§ EXERCISE DETAILS
This task calls for copying every line of the records that includes the word "Patel".

[Stored data entries]
--------

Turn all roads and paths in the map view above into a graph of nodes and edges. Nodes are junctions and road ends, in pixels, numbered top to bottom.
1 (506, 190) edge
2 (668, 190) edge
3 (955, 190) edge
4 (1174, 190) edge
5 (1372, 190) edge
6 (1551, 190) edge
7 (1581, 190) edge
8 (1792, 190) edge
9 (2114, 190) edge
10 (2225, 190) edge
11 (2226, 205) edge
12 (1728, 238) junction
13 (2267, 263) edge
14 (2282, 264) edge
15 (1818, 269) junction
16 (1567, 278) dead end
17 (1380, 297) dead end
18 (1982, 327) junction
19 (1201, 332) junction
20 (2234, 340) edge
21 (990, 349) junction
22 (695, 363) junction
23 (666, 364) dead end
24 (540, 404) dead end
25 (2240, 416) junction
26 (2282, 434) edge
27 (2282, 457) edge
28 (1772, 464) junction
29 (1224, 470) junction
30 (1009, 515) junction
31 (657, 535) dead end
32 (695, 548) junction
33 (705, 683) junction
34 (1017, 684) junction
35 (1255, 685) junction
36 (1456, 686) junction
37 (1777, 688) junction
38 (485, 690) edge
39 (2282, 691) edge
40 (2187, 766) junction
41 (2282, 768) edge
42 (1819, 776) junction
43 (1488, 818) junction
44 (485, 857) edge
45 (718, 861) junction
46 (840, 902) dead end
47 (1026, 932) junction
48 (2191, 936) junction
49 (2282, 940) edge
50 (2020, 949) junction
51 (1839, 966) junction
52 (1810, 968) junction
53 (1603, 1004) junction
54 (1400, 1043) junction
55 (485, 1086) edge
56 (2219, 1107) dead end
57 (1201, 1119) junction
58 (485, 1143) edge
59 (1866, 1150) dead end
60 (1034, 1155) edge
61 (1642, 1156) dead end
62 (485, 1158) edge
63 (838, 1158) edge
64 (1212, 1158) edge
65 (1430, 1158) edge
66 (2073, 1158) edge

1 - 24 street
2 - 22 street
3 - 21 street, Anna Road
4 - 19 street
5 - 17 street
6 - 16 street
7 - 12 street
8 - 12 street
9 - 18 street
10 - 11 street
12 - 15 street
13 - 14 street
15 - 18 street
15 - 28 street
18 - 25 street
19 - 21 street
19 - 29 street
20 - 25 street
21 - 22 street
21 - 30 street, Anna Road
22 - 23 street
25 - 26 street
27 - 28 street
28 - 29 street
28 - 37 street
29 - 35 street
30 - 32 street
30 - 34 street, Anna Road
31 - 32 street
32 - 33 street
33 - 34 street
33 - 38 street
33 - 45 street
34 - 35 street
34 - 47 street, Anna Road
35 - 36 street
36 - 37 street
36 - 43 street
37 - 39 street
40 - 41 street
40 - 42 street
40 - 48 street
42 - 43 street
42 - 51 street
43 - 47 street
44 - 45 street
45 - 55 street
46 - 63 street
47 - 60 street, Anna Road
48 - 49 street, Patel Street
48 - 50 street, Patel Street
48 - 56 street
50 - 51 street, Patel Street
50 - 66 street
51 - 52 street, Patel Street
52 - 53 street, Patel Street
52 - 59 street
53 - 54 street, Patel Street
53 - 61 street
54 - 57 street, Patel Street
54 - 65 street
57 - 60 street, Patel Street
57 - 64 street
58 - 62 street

--------

§ OUTPUT OF THE TASK
48 - 49 street, Patel Street
48 - 50 street, Patel Street
50 - 51 street, Patel Street
51 - 52 street, Patel Street
52 - 53 street, Patel Street
53 - 54 street, Patel Street
54 - 57 street, Patel Street
57 - 60 street, Patel Street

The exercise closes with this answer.